MacBookAir kernel_task at 300% and rising [duplicate]
I have a MacBookAir5,1 connected to a Thunderbolt Display.
When it gets very hot, PID 0 "kernel_task" uses ever more CPU until reaching 340% and slowing the Mac down sufficiently to make me restart it.
I found a proposed solution at this site but it says to "move the ‘plist’ file for the model identifier we discovered earlier out of that directory" which does not apply to me because my installation of Mountain Lion does not have a plist for my 2012 MacBook Air. system_profiler tells me that I have a MacBookAir5,1.
I tried a few things. I figured that since overheating appears to cause this, I should try not to overheat the poor Mac. However, I neither understand why Mac OS X' reaction to overheating is to use 340% of CPU time nor did I manager to keep the lid open and still convince the Airbook to use the Thunderbolt Display as its only display.
I tried running from battery, assuming this would make the CPU run slower and not overheat, but when I remove the power cable from the Airbook, the Thunderbolt Display just turns black, only recovering after several minutes when I reconnect the power cable.
What's going on?
Could you have a look at the 2 main system logs to see what your MacOS may be busy at.
With a terminal
or an xterm
window, the 2 following commands fired when the
problem appears may help you diagnose it:
tail -f /var/log/kernel.log
tail -f /var/log/system.log
To help anyone help you, next time this kind of problem arises, could you run the following command (within a
terminal
or an xterm
window again):
top -o cpu
and grab a copy of the topmost 10 lines to put them back within your original question as here:
Processes: 50 total, 3 running, 47 sleeping, 243 threads 12:18:07
Load Avg: 1.40, 1.53, 1.28 CPU usage: 5.97% user, 7.14% sys, 86.88% idle SharedLibs: 5044K resident, 9292K data, 0B linkedit. MemRegions: 10733 total, 769M resident, 15M private, 1479M shared.
PhysMem: 755M wired, 1363M active, 641M inactive, 2760M used, 1207M free. VM: 120G vsize, 1041M framework vsize, 2798981(19) pageins, 173(0) pageouts.
Networks: packets: 61207/73M in, 66123/6062K out.
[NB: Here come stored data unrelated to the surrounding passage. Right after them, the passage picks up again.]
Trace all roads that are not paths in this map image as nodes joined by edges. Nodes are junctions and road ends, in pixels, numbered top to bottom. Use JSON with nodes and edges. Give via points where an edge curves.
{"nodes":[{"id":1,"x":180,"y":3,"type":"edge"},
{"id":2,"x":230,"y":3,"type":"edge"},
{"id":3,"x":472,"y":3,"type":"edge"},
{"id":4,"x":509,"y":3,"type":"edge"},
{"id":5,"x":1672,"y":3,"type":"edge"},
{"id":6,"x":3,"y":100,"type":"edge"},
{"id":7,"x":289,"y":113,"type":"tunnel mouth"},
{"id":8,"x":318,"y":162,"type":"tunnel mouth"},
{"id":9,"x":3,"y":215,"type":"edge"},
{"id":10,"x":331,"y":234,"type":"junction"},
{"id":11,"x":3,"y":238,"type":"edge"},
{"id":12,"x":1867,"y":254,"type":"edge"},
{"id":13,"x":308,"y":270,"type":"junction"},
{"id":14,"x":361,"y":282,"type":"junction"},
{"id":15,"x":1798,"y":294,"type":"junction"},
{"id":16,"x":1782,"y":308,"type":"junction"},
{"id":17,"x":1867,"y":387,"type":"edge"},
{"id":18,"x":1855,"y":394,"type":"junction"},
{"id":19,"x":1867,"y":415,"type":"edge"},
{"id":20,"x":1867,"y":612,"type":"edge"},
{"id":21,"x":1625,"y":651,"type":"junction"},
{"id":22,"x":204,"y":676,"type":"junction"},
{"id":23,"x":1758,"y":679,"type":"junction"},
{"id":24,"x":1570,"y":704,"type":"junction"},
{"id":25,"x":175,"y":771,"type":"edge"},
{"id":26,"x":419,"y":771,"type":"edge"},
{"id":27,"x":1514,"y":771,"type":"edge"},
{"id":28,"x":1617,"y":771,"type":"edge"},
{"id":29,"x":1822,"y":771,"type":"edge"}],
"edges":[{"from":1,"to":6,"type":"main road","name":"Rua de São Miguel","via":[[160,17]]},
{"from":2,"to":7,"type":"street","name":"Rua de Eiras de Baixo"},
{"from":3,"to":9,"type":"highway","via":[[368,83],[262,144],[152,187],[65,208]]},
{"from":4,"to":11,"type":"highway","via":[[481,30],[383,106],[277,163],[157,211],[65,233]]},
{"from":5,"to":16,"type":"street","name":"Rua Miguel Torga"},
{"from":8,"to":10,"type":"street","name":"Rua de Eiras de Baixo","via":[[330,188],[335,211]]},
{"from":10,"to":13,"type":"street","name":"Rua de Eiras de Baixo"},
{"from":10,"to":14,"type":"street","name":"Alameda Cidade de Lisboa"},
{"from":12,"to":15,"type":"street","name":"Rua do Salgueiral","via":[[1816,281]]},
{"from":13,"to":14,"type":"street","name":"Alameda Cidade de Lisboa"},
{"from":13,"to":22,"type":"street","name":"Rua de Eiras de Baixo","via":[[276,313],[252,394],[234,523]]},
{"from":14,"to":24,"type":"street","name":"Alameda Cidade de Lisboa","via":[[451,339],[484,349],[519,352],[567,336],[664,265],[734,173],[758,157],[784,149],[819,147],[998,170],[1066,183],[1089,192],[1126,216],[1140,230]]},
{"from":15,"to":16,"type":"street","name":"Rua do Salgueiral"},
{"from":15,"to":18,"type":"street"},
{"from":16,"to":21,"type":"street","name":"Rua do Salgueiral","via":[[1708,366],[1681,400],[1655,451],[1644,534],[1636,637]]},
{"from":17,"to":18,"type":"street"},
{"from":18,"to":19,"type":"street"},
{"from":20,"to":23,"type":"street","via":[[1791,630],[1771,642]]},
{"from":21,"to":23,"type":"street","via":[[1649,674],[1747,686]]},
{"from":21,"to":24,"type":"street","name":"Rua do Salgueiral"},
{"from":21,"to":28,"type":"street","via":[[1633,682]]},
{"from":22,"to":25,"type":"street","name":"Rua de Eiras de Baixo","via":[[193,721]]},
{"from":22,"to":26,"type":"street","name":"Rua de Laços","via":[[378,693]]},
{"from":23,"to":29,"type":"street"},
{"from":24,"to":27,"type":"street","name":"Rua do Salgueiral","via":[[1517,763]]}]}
Disks: 877183/26G read, 171220/22G written.
PID COMMAND %CPU TIME #TH #WQ #POR #MREG RPRVT RSHRD RSIZE VPRVT VSIZE PGRP PPID STATE UID FAULTS COW MSGSENT MSGRECV SYSBSD SYSMACH CSW PAGEINS
1530 mdworker 17.1 06:56.12 4/1 2 82+ 384+ 39M+ 16M 143M+ 196M+ 2586M+ 1530 1 running 501 1946213+ 727+ 881948+ 219072+ 6484219+ 676187+ 679401+ 1914+
0- kernel_task 14.0 07:55.29 69/4 0 2 757- 22M 0B 130M- 75M 2355M- 0 0 running 0 26279 0 33251333+ 32358872+ 0 0 10243109 0
1522 mds 12.6 14:55.33 9 8 118- 862 361M+ 6052K 239M+ 1334M+ 3736M+ 1522 1 sleeping 0 13373455+ 1286 12149111+ 6697348+ 16039295+ 6938357+ 3331251+ 1819924+
[...]
This is an example of a problem (no I don't have the same problem ☺) where my Mac was overheating like a fool.
Here the 2 processes involved are mds
and mdworker
and are caused by Spotlight
indexing an external drive of 500 Go of backups
which I just plugged on.
The 2 involved tasks regularly topped to 200% cpu alltogether. Spotlight
is very inconspicuous about this behind the scene heavy business. It does just display a small point at the center of its looking glass within the menu bar.
When I finally clearly saw what was happening under the hood, I decided to let spotlight
finish its job, and one hour later, the temperature, the processors and the fans returned to a normal life.
Finally, since your OS (Mountain Lion) is Lion or more recent, I advise you to read this great explanation on
sysdiagnose
and if you feel comfortable reading system logs, try it.